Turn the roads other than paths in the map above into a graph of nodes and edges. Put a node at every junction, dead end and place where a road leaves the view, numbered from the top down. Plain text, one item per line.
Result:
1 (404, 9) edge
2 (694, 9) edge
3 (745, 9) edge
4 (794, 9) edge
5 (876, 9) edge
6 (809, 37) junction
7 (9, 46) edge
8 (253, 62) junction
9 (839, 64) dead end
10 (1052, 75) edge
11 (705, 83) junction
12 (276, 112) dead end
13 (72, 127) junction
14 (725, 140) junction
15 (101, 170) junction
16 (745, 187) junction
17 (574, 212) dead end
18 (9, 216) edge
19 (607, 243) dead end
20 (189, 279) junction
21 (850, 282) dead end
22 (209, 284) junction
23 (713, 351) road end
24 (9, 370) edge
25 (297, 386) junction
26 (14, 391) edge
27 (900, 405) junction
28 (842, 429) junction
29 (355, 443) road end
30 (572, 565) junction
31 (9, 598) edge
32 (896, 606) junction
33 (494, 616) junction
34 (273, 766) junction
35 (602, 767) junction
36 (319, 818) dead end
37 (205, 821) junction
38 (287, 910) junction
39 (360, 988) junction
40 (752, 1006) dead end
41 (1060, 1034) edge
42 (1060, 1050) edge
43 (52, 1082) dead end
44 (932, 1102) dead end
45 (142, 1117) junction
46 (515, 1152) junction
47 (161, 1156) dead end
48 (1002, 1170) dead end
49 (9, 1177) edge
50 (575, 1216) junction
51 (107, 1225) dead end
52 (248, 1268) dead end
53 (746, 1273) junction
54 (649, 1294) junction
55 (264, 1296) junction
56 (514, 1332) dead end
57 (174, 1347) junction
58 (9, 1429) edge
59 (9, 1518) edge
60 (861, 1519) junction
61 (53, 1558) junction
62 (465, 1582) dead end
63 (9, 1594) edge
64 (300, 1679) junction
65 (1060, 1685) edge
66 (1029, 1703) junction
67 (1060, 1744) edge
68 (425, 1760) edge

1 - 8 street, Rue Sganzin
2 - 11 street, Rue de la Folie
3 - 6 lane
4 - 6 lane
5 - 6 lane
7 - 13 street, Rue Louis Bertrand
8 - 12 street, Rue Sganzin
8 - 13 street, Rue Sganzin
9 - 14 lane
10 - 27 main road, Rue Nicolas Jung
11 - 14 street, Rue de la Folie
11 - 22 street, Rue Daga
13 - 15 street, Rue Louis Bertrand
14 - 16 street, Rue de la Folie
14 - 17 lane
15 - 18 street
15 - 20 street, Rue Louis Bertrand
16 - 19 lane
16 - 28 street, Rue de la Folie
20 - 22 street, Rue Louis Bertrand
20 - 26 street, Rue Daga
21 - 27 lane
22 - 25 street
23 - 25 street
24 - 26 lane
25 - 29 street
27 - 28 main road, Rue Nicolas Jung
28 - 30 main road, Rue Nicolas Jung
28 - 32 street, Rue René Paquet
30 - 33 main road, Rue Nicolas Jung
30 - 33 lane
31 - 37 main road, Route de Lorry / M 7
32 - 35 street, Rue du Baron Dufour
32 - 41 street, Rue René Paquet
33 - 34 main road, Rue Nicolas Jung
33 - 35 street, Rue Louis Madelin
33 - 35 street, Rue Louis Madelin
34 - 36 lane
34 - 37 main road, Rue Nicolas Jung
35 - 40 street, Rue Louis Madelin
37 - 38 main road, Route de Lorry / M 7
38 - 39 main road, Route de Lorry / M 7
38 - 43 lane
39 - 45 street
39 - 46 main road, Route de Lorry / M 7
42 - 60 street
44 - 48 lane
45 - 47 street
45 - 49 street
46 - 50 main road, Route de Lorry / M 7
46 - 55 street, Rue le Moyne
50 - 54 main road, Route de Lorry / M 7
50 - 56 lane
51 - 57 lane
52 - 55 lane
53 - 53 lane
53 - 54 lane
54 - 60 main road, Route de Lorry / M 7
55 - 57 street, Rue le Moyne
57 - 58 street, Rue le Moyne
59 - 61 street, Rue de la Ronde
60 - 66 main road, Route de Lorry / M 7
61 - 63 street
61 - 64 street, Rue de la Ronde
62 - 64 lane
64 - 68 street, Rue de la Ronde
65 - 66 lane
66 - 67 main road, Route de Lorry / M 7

********************

- ASSIGNED TASK -
Retype the data exactly.

- EXPECTED ANSWER -
Turn the roads other than paths in the map above into a graph of nodes and edges. Put a node at every junction, dead end and place where a road leaves the view, numbered from the top down. Plain text, one item per line.
Result:
1 (404, 9) edge
2 (694, 9) edge
3 (745, 9) edge
4 (794, 9) edge
5 (876, 9) edge
6 (809, 37) junction
7 (9, 46) edge
8 (253, 62) junction
9 (839, 64) dead end
10 (1052, 75) edge
11 (705, 83) junction
12 (276, 112) dead end
13 (72, 127) junction
14 (725, 140) junction
15 (101, 170) junction
16 (745, 187) junction
17 (574, 212) dead end
18 (9, 216) edge
19 (607, 243) dead end
20 (189, 279) junction
21 (850, 282) dead end
22 (209, 284) junction
23 (713, 351) road end
24 (9, 370) edge
25 (297, 386) junction
26 (14, 391) edge
27 (900, 405) junction
28 (842, 429) junction
29 (355, 443) road end
30 (572, 565) junction
31 (9, 598) edge
32 (896, 606) junction
33 (494, 616) junction
34 (273, 766) junction
35 (602, 767) junction
36 (319, 818) dead end
37 (205, 821) junction
38 (287, 910) junction
39 (360, 988) junction
40 (752, 1006) dead end
41 (1060, 1034) edge
42 (1060, 1050) edge
43 (52, 1082) dead end
44 (932, 1102) dead end
45 (142, 1117) junction
46 (515, 1152) junction
47 (161, 1156) dead end
48 (1002, 1170) dead end
49 (9, 1177) edge
50 (575, 1216) junction
51 (107, 1225) dead end
52 (248, 1268) dead end
53 (746, 1273) junction
54 (649, 1294) junction
55 (264, 1296) junction
56 (514, 1332) dead end
57 (174, 1347) junction
58 (9, 1429) edge
59 (9, 1518) edge
60 (861, 1519) junction
61 (53, 1558) junction
62 (465, 1582) dead end
63 (9, 1594) edge
64 (300, 1679) junction
65 (1060, 1685) edge
66 (1029, 1703) junction
67 (1060, 1744) edge
68 (425, 1760) edge

1 - 8 street, Rue Sganzin
2 - 11 street, Rue de la Folie
3 - 6 lane
4 - 6 lane
5 - 6 lane
7 - 13 street, Rue Louis Bertrand
8 - 12 street, Rue Sganzin
8 - 13 street, Rue Sganzin
9 - 14 lane
10 - 27 main road, Rue Nicolas Jung
11 - 14 street, Rue de la Folie
11 - 22 street, Rue Daga
13 - 15 street, Rue Louis Bertrand
14 - 16 street, Rue de la Folie
14 - 17 lane
15 - 18 street
15 - 20 street, Rue Louis Bertrand
16 - 19 lane
16 - 28 street, Rue de la Folie
20 - 22 street, Rue Louis Bertrand
20 - 26 street, Rue Daga
21 - 27 lane
22 - 25 street
23 - 25 street
24 - 26 lane
25 - 29 street
27 - 28 main road, Rue Nicolas Jung
28 - 30 main road, Rue Nicolas Jung
28 - 32 street, Rue René Paquet
30 - 33 main road, Rue Nicolas Jung
30 - 33 lane
31 - 37 main road, Route de Lorry / M 7
32 - 35 street, Rue du Baron Dufour
32 - 41 street, Rue René Paquet
33 - 34 main road, Rue Nicolas Jung
33 - 35 street, Rue Louis Madelin
33 - 35 street, Rue Louis Madelin
34 - 36 lane
34 - 37 main road, Rue Nicolas Jung
35 - 40 street, Rue Louis Madelin
37 - 38 main road, Route de Lorry / M 7
38 - 39 main road, Route de Lorry / M 7
38 - 43 lane
39 - 45 street
39 - 46 main road, Route de Lorry / M 7
42 - 60 street
44 - 48 lane
45 - 47 street
45 - 49 street
46 - 50 main road, Route de Lorry / M 7
46 - 55 street, Rue le Moyne
50 - 54 main road, Route de Lorry / M 7
50 - 56 lane
51 - 57 lane
52 - 55 lane
53 - 53 lane
53 - 54 lane
54 - 60 main road, Route de Lorry / M 7
55 - 57 street, Rue le Moyne
57 - 58 street, Rue le Moyne
59 - 61 street, Rue de la Ronde
60 - 66 main road, Route de Lorry / M 7
61 - 63 street
61 - 64 street, Rue de la Ronde
62 - 64 lane
64 - 68 street, Rue de la Ronde
65 - 66 lane
66 - 67 main road, Route de Lorry / M 7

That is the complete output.